Sara Karn

Empathy and Care: Activities for Feeling Climate Change

Transcript is provided at the end of this page.

About the author

Sara Karn, PhD, is a Postdoctoral Fellow for Thinking Historically for Canada’s Future, based at McMaster University in Hamilton, Canada. Her research explores historical empathy in social studies and history education, and she teaches environmental education to pre-service teachers. Personal website: https://sarakarn25.wordpress.com/.

Sample guiding question and activity

Guiding question: How might the perspectives, successes, and setbacks of environmental activists in the past offer us stories of hope and resilience for today?

Activity: Teach students about art activism and show examples by environmental activists during different decades. Consider how the artwork and the issues they represent have changed over time. Have students create their own artwork that captures emotions and represents environmental issues they care about.

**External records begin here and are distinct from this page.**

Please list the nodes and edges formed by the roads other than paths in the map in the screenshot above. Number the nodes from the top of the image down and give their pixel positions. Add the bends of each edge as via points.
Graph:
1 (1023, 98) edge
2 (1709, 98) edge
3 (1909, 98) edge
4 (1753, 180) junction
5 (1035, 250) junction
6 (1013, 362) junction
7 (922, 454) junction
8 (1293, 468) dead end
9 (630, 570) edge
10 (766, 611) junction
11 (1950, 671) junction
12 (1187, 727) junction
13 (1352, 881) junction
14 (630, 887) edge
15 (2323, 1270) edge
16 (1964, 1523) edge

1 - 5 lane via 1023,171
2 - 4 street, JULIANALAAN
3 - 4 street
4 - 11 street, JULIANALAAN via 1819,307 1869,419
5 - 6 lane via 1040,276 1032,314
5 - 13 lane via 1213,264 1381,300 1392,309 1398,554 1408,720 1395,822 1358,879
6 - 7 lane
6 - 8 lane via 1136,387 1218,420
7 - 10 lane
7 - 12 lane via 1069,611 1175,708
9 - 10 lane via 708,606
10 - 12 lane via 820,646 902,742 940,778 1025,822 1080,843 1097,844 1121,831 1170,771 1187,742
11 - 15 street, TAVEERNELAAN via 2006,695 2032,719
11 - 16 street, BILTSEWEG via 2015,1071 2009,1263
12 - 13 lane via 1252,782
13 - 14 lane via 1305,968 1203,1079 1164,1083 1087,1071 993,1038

A display of climate emotions-inspired artwork created by preservice teachers in an environmental education course in the Faculty of Education at Queen’s University (Kingston, Ontario, Canada).

Chapter overview

History has an important role to play in helping the Climate Generation navigate the emotional aspects of ecological degradation and social injustice in the age of climate disruption. This chapter presents a series of guiding questions and activities that K-12 and postsecondary educators can use to address the affective dimensions of climate change histories, while fostering empathy and care towards humans and more-than-humans in the past and present. The activities encourage students—including those who may be apathetic to climate change—to empathize with human and more-than-human experiences over time, care about diverse perspectives, and express their feelings about environmental injustices. The guiding questions can be applied to different historical contexts to generate discussions and support students’ emotional connections to the past. Together they highlight how learning about the past can inform our present and future as we face the uncertainties of climate crisis.

Quote from the chapter

“While typical approaches to history are centred around content knowledge and historical thinking, learning about the past also involves engagement with affective elements, including empathy and care”.

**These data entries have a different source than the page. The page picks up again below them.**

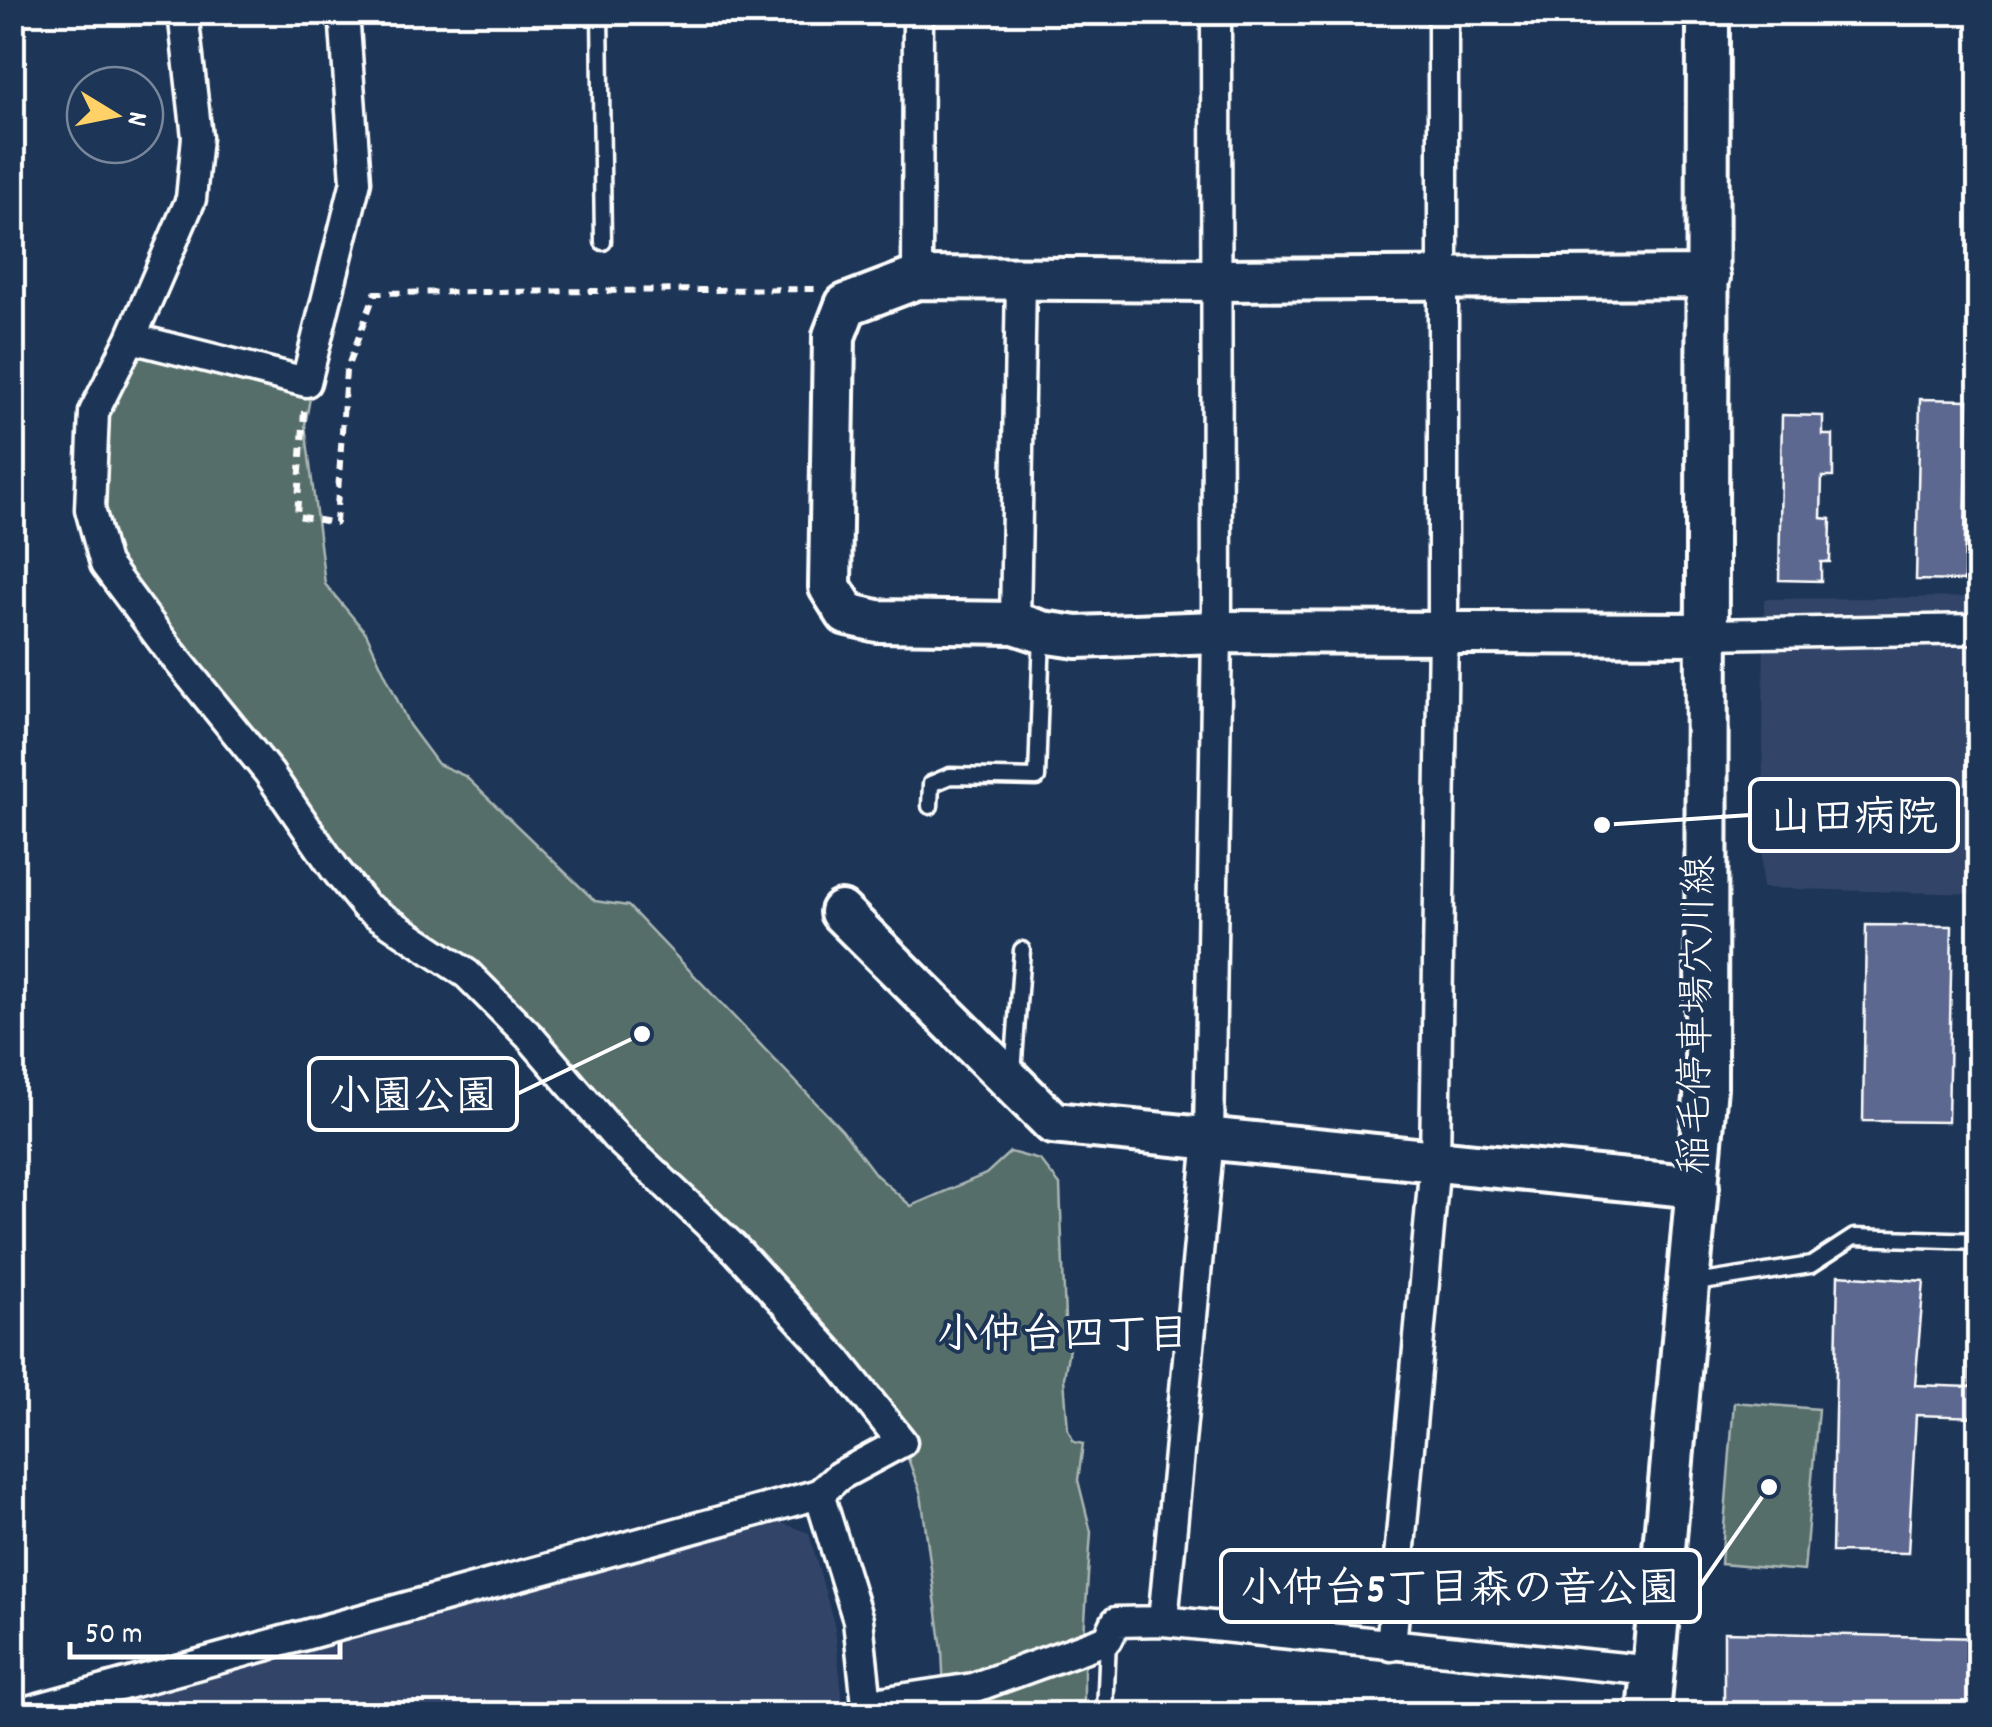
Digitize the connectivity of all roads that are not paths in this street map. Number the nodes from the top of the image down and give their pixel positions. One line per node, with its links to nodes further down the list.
1 (182, 12): 14 (street)
2 (344, 12): 14 (street)
3 (600, 12): 8 (lane)
4 (918, 12): 10 (street)
5 (1216, 12): 13 (street)
6 (1443, 12): 11 (street)
7 (1708, 12): 9 (street, 稲毛停車場穴川線)
8 (603, 242)
9 (1708, 277): 11 (street); 19 (street, 稲毛停車場穴川線)
10 (917, 278): 12 (street); 15 (street)
11 (1444, 278): 13 (street); 17 (street)
12 (1021, 279): 13 (street); 15 (street)
13 (1216, 280): 18 (street)
14 (131, 338): 29 (street)
15 (1029, 628): 18 (street); 20 (lane)
16 (1980, 630): 19 (street)
17 (1443, 631): 18 (street); 19 (street); 25 (street)
18 (1217, 632): 24 (street)
19 (1706, 634): 26 (street, 稲毛停車場穴川線)
20 (930, 806)
21 (841, 912): 23 (street)
22 (1022, 950): 23 (lane)
23 (1012, 1081): 24 (street)
24 (1209, 1138): 25 (street); 30 (street)
25 (1434, 1161): 26 (street); 32 (street)
26 (1698, 1187): 28 (street, 稲毛停車場穴川線)
27 (1980, 1242): 28 (lane)
28 (1688, 1285): 33 (street, 稲毛停車場穴川線)
29 (819, 1494): 34 (street); 35 (street)
30 (1163, 1621): 31 (street); 32 (street)
31 (1108, 1638): 34 (street); 36 (lane)
32 (1392, 1646): 33 (street)
33 (1653, 1672): 37 (street, 稲毛停車場穴川線)
34 (867, 1709)
35 (17, 1714)
36 (1106, 1714)
37 (1649, 1714)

Other resources for feeling climate change in history

Video transcript

Hello! Thank you for your interest in learning more about my chapter “Empathy and Care: Activities for Feeling Climate Change.” I thought I’d make a short video to share a bit about my research and teaching journey that led to writing this chapter for the Existential Toolkit.

For as long as I can remember, I’ve been learning and teaching about history. I’m certified to teach K-12 in Ontario, Canada. I also recently completed my PhD in education at Queen’s University and my dissertation explored historical empathy within history education in Canada. And now, as a postdoctoral fellow, I’m working for Thinking Historically for Canada’s Future, a pan-Canadian research project examining the state of K-12 history education in provinces and territories across Canada. So you could say that I spend a lot of time thinking about teaching and learning history.

But more recently I’ve started thinking about how history might be able to help us navigate some of the most challenging issues of today, including the climate crisis. As a graduate student, I was a research assistant for my PhD supervisor, Dr. Heather McGregor, and as part of her project we were reimagining history and social studies education for the Anthropocene. With our team, the Social Studies & History Education in the Anthropocene Network (or SSHEAN for short), we designed lessons bringing together critical and historical thinking, activity guides and prompts, and other resources for history educators. Many of these resources also centred feelings and emotions.

At the same time, I was delving into my own research on empathy in history education. And I found that, within Canada, the affective dimensions of learning about the past weren’t really being considered in the scholarly literature. There wasn’t a lot of emphasis on empathizing with others or caring about people (whether people in the past or others around us in the present). What I found from talking with history teachers is that they felt like they didn’t have a lot of support or resources for approaching feelings and emotions in the history classroom.

When the opportunity came to submit to the Existential Toolkit collection, I decided to bring together these two areas of my research and teaching interests, and propose this chapter focused on feeling climate change in history education. Many of the guiding questions and activities were inspired by conversations I had with other teachers, those of us working on the SSHEAN project, and my own teaching experiences. Some of them have been facilitated with students before and others are offered as possibilities for what could be. While I was teaching an environmental education course for pre-service teachers, I had an opportunity to try out some of the new activities. I had my students learn about the power of art for transformative learning experiences and engagement with climate emotions, and they created their own artwork that expressed their feelings and emotions about the climate crisis. I’ve featured some of their artwork on this webpage about my chapter, so you can see their responses. One that stood out to me, that incorporated history…the student painted a graph line showing global temperatures over time and used it as a “timeline” to then paint different species along it that have become endangered or extinct over time. The colours and techniques used expressed this student’s feelings about climate change—mostly dark, representing despair and anxiety, with some yellow in one corner to indicate hope for the future.

And on the note of hope…I hope that you’ll consider reading this chapter for other ideas of questions and activities you might incorporate into your history and social studies classes. And I should say that a lot of the ideas are cross-curricular or interdisciplinary so they can be taken up in relation to other subject areas too. So happy reading and I’d love to hear from you if you try out any of the activities!